Они идут до самого заката. Небо еще не потемнело, но все вокруг утратило отчетливость, погрузилось в полумрак. В черном мху, покрывающем плоские берега ручья, галлюциногенно сверкают альпийские цветы. Из каменных трещин тянутся причудливо скрученные кусты можжевельника. Каждый изгиб ручейка открывает новый миниатюрный шедевр ландшафтной архитектуры. Джим поминутно трясет головой: наверху – синий бархат неба, внизу – темный, жесткий мир камней, прорезанный светлой, как небо, лентой. Джим устал, сбил себе все ноги, спотыкается все чаще и чаще, но Таши идет теперь медленно, так что поспеть за ним можно. Кроме того, жаль прерывать эту бесконечно разворачивающуюся демонстрацию красоты и величественности.
В конце концов Таш находит рядом с ручьем плоский песчаный пятачок и объявляет его местом привала. Рюкзаки летят на землю.
Можжевеловые кусты, пять или шесть.
На западе – неоглядная даль.
Гранитный столб, вырастающий из тени.
«Столп общества», – говорит Таши.
На востоке хребет, через который они сегодня перешли;
край его пылает.
Дрожащий оранжевый свет; последние лучи заката.
Каждая скала высвечена, прорисована.
Каждый момент долог и тих.
Негромкий голос ручья бормочет и бормочет.
Светлая, синяя вода среди тяжелых теней.
Две крошечные фигурки, бесцельно бредущие.
О-о-о! О-о-о! О-о-о!
Воздух сам изливает медленный свет.
И ты жил здесь вечно.
– А как насчет поесть? – спрашивает Таши. Он сидит, облокотившись о свой рюкзак.

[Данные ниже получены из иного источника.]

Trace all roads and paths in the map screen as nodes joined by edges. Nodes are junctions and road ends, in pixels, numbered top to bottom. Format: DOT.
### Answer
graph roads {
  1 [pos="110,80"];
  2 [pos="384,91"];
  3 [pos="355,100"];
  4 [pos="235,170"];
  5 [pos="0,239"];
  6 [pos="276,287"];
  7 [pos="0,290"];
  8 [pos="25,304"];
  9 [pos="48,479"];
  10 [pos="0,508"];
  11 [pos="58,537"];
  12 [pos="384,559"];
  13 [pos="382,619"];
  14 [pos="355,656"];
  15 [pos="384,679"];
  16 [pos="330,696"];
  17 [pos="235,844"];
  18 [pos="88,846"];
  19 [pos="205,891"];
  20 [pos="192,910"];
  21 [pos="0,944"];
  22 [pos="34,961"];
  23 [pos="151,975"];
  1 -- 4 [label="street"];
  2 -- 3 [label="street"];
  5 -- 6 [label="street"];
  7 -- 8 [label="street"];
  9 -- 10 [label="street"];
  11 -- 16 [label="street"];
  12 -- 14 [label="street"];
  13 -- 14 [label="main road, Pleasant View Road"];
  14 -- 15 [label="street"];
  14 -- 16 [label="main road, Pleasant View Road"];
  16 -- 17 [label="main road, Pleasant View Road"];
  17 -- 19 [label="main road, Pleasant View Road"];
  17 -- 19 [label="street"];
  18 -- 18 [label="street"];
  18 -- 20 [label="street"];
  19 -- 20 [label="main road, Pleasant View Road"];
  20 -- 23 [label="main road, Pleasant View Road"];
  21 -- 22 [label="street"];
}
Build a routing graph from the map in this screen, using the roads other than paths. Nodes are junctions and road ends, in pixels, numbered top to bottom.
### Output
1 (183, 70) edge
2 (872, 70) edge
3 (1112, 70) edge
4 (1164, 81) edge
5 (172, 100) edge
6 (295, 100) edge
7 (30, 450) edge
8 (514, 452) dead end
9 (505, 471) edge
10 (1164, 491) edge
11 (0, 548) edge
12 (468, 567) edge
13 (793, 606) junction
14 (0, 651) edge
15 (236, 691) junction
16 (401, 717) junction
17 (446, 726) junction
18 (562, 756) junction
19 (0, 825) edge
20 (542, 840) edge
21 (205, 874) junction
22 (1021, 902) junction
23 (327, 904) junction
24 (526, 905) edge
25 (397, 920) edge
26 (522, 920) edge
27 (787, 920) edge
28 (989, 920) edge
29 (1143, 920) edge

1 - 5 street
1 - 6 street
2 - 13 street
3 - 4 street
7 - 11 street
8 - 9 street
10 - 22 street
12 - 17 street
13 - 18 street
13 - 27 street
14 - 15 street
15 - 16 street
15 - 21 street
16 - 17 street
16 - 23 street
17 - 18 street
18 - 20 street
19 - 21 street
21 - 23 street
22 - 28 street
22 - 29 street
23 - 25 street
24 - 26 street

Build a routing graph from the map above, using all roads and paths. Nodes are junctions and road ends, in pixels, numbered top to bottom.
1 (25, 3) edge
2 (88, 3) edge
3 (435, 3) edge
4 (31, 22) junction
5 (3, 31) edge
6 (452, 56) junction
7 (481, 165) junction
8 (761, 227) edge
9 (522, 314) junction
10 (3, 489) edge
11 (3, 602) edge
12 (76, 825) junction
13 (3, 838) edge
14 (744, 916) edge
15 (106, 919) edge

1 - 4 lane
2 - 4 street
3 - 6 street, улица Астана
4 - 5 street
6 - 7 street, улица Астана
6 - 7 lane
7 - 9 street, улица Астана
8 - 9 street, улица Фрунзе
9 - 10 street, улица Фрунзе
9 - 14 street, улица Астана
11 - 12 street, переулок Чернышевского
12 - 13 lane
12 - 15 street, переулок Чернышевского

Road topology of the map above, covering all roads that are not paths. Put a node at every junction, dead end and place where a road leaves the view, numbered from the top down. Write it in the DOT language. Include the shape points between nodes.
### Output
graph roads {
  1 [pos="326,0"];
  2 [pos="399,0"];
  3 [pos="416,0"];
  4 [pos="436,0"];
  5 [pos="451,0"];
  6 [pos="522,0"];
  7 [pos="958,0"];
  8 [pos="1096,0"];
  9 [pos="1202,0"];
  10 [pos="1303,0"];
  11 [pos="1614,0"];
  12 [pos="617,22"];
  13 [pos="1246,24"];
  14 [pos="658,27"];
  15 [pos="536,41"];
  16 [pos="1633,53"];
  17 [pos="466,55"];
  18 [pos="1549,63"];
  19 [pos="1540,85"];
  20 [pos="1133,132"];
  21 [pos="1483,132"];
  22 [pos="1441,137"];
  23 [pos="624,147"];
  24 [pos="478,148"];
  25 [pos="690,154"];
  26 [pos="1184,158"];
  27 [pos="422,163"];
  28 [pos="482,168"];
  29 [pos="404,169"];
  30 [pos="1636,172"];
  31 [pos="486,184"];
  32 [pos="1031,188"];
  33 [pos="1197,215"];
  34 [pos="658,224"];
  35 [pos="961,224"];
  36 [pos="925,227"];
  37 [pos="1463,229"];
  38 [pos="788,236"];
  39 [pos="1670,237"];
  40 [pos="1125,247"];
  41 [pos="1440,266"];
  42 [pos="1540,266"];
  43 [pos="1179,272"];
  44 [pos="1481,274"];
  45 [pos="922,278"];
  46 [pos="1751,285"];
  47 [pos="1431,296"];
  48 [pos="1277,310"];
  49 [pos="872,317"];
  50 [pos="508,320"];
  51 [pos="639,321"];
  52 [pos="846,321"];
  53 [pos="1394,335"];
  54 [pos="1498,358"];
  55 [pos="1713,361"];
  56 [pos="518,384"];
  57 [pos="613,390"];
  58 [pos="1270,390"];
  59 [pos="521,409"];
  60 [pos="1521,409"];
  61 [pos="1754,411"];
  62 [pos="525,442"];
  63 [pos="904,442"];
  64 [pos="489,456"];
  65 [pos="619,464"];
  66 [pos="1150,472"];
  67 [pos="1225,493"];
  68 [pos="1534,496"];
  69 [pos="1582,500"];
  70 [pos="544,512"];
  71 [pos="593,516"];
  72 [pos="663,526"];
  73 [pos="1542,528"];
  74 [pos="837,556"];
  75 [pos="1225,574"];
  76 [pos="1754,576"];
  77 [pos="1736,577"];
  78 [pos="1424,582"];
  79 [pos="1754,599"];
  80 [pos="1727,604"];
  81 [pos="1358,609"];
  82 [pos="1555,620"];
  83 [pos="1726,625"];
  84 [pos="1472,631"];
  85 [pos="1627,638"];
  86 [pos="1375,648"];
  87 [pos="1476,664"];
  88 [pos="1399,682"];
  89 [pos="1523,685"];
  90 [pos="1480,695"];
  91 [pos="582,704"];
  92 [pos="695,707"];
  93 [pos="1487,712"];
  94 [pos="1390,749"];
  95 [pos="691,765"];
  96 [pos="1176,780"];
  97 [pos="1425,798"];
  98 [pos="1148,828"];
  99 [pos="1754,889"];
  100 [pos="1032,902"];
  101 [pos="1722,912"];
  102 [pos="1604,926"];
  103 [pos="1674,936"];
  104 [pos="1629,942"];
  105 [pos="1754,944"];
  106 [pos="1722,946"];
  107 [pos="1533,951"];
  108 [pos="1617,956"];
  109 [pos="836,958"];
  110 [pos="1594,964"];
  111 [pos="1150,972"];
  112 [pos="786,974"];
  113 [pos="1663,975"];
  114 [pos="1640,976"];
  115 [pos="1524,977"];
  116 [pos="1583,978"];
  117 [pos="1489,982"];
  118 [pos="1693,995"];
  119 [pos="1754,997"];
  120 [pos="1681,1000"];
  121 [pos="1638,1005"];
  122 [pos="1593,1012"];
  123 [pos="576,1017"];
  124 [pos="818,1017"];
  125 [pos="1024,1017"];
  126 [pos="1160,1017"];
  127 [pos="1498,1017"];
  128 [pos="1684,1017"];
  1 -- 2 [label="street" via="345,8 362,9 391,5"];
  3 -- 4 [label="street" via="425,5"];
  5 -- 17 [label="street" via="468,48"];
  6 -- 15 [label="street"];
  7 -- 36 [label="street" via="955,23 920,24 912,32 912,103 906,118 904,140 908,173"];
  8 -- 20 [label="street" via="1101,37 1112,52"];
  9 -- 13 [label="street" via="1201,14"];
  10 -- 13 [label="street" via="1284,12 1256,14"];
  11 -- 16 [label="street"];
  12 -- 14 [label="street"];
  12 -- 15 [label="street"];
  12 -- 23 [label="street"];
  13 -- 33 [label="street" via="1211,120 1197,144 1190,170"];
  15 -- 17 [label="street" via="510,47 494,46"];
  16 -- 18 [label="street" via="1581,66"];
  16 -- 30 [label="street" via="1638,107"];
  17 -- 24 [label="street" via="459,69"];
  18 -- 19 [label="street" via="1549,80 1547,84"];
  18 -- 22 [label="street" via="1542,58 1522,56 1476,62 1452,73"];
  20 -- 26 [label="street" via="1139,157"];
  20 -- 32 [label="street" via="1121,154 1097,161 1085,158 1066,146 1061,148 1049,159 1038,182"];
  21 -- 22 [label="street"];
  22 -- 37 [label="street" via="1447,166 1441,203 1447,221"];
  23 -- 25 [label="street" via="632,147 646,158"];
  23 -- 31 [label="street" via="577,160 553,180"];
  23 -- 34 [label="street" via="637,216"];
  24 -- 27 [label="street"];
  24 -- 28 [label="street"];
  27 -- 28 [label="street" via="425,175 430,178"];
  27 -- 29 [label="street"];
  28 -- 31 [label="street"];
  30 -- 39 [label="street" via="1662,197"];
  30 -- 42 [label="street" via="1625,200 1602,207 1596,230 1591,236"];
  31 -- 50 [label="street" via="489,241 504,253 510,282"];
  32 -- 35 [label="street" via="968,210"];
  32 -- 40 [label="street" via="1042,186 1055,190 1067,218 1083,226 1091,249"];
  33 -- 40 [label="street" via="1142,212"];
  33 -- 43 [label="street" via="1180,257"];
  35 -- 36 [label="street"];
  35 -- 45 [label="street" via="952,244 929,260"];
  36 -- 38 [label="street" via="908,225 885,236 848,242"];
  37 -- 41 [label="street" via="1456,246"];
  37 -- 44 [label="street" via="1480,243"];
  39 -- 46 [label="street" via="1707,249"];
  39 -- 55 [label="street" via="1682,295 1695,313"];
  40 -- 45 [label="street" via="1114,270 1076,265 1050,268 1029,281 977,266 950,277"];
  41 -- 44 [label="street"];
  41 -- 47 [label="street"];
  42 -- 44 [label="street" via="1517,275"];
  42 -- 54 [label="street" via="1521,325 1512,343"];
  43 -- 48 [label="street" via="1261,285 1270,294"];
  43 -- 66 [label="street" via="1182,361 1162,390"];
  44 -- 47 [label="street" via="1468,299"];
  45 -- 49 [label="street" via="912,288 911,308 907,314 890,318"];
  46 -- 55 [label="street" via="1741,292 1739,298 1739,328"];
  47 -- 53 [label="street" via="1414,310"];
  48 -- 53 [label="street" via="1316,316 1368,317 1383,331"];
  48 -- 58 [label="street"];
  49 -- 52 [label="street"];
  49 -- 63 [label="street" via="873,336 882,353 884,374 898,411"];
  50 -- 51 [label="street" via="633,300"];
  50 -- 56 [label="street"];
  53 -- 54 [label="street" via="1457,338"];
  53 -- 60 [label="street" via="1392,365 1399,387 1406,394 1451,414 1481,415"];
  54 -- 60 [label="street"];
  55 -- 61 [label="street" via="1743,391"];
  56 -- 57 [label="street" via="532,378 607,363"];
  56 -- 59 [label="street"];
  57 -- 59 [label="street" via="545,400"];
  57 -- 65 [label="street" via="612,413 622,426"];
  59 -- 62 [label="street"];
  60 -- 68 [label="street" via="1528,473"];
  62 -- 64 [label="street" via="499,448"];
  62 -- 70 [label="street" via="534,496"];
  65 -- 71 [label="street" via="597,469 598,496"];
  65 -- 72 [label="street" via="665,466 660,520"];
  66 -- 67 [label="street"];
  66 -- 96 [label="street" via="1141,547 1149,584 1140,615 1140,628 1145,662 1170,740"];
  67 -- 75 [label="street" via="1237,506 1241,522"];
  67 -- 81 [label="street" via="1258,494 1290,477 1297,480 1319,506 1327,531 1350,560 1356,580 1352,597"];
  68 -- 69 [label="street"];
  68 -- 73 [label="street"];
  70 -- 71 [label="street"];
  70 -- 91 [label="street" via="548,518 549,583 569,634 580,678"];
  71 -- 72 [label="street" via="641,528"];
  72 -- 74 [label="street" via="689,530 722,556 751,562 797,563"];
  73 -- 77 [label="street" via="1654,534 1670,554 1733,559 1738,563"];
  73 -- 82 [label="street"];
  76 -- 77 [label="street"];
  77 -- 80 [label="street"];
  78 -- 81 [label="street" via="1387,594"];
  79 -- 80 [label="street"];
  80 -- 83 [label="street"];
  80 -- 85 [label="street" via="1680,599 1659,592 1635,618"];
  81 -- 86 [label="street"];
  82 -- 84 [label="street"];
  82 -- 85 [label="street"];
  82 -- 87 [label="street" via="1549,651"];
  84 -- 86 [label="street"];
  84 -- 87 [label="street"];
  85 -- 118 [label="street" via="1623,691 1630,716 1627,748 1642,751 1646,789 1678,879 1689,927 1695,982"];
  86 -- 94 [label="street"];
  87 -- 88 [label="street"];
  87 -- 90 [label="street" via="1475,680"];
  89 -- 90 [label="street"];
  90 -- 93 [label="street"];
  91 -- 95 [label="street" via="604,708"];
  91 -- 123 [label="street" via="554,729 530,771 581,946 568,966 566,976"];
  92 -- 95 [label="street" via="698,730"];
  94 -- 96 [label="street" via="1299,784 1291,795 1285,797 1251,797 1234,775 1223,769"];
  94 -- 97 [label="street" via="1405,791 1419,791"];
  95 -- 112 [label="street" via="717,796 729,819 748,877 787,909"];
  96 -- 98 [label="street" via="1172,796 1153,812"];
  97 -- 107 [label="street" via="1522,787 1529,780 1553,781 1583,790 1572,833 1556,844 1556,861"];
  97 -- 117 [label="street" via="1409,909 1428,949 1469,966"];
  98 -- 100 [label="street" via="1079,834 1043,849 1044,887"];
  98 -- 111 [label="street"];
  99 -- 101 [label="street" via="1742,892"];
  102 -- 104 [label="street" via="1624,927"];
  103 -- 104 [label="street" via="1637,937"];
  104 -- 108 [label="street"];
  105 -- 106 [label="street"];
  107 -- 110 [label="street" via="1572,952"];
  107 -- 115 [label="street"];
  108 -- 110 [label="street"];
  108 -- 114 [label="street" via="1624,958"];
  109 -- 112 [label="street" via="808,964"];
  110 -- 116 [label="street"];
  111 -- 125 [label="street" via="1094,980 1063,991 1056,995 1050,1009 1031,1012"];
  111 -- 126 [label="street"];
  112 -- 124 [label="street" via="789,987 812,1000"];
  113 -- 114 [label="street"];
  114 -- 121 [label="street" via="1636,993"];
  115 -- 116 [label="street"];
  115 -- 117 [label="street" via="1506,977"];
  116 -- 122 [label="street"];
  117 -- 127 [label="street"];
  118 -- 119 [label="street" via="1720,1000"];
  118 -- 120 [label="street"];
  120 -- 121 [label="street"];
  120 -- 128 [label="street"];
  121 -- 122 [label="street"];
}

– Само собой. А костер разложим? Под этими кустами есть хворост.
– Ограничимся плиткой. В Сьеррах не так много топлива, чтобы раскладывать костры, во всяком случае – на такой высоте.
Они вынимают маленькую газовую плитку и готовят японскую лапшу. Когда Джим варит свою порцию, он, конечно же, сшибает котелок, а когда подхватывает котелок, чтобы спасти лапшу, то обжигает левую руку.
– Ой! – пальцы засунуты в рот. – Ладно, ничего страшного.
Таши захватил палатку, но ночь такая ясная, что решено ее не разбивать; они расстилают на песке матрасы, разворачивают спальные мешки, залезают в них и – наконец-то! – ложатся.
Луна на востоке, прячется за хребтом, но отблески ее света от ближних гор наполняют пространство бесконечным разнообразием теней, придают ему монохромную глубину. Журчит ручей. Все небо в звездах; Джим никогда не видел их столько, никогда и не подозревал, что их так много. Гораздо больше, чем спутников и боевых отражателей.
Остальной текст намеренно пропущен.